MTTD: Mean Time To Detect

Definition: The average time it takes to identify a problem or incident from the moment it occurs

How to Calculate: Sum of (Time to Detect for each incident) / Total number of incidents

Scenario: An E-commerce Website

Imagine an e-commerce website that sells electronics. One day, a critical bug is introduced during a new feature deployment. This bug prevents customers from adding items to their shopping cart and proceeding to checkout.

Here’s how MTTD would apply:

Incident Start Time:

The bug is deployed and starts affecting users at 10:00 AM.

At this point, customers begin experiencing issues, but the development or operations team is not yet aware of the problem.

Detection Time for Incident 1 (Automated Monitoring):

The website has automated monitoring tools in place (e.g., error logging, performance monitoring).

At 10:05 AM, the monitoring system detects an unusually high number of “add to cart” failures and triggers an alert to the operations team.

Detection Time for Incident 1 = 5 minutes (10:05 AM – 10:00 AM)

Detection Time for Incident 2 (Customer Report):

Another customer, who didn’t trigger the automated alert threshold, tries to make a purchase at 10:15 AM and encounters the same issue.

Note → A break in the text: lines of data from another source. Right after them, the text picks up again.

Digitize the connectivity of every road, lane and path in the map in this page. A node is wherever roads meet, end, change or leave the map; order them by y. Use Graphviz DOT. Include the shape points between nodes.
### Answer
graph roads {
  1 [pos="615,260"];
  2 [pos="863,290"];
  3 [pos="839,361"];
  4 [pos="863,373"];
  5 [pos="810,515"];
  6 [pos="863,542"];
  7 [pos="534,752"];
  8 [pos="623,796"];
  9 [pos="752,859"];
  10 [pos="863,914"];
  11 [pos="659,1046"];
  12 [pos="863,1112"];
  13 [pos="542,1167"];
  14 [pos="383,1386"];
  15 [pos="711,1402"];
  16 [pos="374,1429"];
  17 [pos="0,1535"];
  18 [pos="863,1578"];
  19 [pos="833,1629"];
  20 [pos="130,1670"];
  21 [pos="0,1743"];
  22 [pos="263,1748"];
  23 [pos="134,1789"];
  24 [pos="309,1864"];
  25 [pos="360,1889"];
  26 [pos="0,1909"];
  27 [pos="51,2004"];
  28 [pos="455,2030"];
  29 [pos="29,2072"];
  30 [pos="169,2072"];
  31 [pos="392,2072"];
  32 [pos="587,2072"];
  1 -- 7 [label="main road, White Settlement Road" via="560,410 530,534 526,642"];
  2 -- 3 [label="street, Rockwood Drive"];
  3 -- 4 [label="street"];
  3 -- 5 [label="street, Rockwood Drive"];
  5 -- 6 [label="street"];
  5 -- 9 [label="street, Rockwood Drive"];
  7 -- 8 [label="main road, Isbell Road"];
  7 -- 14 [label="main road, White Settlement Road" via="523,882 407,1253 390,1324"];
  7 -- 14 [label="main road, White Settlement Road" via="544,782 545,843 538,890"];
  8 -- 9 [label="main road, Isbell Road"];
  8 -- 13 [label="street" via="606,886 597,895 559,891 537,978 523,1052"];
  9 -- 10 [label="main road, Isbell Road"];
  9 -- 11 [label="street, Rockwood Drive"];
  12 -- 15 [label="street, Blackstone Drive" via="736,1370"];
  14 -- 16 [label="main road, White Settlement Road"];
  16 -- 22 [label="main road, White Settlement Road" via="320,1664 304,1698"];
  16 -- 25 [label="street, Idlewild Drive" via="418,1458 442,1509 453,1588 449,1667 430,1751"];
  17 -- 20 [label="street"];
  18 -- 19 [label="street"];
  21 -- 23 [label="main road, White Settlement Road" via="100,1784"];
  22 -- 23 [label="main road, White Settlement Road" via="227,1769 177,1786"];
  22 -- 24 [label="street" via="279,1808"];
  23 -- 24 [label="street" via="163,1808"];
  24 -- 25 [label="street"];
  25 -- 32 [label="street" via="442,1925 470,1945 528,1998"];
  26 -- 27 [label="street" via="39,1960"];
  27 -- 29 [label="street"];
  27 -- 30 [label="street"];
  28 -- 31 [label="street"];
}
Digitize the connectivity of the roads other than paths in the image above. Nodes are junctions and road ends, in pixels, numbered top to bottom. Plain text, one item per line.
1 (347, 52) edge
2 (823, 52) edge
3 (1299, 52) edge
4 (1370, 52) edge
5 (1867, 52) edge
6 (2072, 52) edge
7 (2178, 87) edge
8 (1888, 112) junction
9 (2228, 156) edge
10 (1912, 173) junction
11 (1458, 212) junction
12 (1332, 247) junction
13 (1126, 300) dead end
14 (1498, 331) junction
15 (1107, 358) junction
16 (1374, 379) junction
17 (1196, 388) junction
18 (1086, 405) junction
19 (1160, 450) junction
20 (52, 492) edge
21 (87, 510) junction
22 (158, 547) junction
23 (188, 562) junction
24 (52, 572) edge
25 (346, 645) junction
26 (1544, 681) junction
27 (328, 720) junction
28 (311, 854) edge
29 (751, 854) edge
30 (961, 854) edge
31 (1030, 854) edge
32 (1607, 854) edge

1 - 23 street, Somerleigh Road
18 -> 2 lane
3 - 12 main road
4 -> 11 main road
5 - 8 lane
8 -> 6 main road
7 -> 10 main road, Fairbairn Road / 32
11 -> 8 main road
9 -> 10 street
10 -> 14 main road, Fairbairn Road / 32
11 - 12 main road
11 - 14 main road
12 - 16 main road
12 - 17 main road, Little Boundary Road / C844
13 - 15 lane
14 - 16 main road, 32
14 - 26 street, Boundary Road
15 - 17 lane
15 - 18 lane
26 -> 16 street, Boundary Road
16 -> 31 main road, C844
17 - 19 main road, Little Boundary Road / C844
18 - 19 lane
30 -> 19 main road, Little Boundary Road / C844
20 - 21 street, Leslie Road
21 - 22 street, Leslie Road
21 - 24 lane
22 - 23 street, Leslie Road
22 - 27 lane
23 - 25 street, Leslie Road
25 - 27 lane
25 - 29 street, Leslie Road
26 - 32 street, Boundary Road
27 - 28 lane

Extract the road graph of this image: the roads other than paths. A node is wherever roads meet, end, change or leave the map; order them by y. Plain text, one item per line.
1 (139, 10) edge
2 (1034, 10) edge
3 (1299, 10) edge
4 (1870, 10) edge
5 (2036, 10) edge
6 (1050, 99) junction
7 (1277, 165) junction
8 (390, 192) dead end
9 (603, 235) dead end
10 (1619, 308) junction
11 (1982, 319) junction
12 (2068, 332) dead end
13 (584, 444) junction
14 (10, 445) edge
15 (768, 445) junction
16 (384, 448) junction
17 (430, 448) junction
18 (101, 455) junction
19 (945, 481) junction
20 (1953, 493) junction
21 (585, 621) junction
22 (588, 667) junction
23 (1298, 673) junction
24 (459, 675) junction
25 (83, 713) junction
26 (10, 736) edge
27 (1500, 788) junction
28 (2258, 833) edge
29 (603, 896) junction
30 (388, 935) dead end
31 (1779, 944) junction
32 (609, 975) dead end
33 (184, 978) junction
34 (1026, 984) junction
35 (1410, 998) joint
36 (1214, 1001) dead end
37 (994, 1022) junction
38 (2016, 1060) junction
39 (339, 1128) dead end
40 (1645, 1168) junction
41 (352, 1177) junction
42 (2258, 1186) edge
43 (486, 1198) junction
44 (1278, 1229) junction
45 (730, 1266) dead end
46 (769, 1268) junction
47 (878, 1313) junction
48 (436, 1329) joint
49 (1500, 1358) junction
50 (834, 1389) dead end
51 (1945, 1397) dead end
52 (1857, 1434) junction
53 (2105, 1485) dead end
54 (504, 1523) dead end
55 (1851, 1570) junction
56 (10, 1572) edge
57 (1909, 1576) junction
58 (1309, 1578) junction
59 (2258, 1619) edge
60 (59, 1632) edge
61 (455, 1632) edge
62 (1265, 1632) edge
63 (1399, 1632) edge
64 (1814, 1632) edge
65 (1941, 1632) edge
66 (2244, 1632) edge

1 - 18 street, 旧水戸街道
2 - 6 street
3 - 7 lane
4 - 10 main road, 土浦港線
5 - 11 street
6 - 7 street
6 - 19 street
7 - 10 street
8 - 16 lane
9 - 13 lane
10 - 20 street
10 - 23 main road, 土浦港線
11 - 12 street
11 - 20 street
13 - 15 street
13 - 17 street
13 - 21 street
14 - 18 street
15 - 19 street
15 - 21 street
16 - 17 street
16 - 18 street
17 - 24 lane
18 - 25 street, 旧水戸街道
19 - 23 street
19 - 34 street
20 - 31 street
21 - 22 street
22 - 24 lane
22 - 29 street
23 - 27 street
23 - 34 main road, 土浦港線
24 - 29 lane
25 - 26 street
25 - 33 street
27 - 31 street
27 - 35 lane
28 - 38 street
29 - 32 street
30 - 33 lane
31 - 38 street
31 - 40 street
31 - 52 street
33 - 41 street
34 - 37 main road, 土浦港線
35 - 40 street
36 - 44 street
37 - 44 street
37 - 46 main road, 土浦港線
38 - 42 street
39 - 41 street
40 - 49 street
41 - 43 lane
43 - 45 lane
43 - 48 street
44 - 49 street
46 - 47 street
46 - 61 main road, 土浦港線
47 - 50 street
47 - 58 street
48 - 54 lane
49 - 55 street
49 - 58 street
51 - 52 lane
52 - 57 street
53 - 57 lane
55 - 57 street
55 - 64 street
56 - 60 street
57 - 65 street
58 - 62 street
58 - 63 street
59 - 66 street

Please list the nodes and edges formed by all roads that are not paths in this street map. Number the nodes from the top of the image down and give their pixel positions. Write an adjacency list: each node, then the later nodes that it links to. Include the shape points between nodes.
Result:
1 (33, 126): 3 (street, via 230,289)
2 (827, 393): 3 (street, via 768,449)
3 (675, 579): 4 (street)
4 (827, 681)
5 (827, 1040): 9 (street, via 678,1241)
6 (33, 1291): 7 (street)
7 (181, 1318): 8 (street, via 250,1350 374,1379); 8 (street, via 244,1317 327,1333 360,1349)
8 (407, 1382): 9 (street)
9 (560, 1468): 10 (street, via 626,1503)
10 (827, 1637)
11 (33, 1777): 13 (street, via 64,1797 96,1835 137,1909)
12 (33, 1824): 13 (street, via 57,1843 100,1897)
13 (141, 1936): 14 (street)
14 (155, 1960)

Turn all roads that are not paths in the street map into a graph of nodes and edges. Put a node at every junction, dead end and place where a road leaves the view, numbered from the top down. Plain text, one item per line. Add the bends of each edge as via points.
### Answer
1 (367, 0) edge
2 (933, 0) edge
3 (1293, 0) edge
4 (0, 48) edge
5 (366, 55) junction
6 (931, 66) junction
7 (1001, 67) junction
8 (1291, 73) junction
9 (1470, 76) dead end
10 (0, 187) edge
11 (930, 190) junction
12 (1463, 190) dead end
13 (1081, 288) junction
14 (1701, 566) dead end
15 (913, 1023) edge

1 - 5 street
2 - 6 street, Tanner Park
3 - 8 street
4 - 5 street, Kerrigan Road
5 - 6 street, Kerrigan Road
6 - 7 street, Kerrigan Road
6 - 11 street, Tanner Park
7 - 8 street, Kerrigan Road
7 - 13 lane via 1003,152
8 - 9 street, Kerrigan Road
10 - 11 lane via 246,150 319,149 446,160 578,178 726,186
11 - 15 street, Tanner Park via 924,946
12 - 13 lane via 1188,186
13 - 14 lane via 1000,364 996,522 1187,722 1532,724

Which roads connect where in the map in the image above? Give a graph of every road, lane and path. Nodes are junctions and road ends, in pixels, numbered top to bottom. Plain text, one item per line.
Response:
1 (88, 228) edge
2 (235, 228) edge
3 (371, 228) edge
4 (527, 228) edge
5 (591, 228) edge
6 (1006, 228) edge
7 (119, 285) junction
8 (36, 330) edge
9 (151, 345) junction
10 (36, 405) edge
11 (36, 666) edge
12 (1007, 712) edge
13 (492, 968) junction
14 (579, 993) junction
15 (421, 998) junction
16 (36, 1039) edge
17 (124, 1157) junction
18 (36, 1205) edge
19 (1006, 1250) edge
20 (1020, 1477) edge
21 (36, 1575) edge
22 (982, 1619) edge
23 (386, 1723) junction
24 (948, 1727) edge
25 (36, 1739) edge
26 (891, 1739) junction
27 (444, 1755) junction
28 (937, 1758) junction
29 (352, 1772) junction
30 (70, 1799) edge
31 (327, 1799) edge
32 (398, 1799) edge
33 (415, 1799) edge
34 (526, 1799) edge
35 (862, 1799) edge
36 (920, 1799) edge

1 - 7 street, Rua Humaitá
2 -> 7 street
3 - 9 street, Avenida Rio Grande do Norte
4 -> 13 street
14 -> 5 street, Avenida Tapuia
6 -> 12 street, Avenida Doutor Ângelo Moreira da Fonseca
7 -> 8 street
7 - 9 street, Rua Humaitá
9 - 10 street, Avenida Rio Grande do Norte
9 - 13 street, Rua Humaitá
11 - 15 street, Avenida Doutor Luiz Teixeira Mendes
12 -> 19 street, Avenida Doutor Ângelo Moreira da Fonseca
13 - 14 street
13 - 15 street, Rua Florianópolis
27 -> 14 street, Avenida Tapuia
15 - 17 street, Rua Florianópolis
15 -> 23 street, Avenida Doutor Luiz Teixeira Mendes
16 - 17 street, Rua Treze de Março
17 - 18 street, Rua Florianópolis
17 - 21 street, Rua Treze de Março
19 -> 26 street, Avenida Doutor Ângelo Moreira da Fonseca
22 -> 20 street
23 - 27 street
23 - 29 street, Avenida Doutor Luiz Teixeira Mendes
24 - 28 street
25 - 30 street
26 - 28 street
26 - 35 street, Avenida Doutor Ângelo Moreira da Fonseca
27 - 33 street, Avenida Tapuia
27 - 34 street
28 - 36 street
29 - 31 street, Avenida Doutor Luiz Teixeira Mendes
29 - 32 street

They immediately contact customer support, and the support agent logs the issue as a critical bug.

Detection Time for Incident 2 = 15 minutes (10:15 AM – 10:00 AM)

Detection Time for Incident 3 (Manual Check):

A product manager, performing a routine check of key user flows, tries to add an item to the cart at 10:20 AMand notices the problem. They report it internally.

Detection Time for Incident 3 = 20 minutes (10:20 AM – 10:00 AM)

Calculating MTTD for this example:

Let’s assume these are the only three “detections” that occurred for this specific bug before a resolution process truly began.

Total Time to Detect Incidents: 5 minutes+15 minutes+20 minutes=40 minutes

Number of Incidents Detected: 3

MTTD = Total Time to Detect Incidents / Number of Incidents Detected MTTD = 40 minutes / 3 incidents MTTD ≈13.33 minutes

Interpretation:

In this example, the Mean Time To Detect (MTTD) for this critical shopping cart bug was approximately 13.33 minutes. This means, on average, it took about 13 minutes from the moment the bug started impacting users until it was identified by the team (either through automation or manual reports).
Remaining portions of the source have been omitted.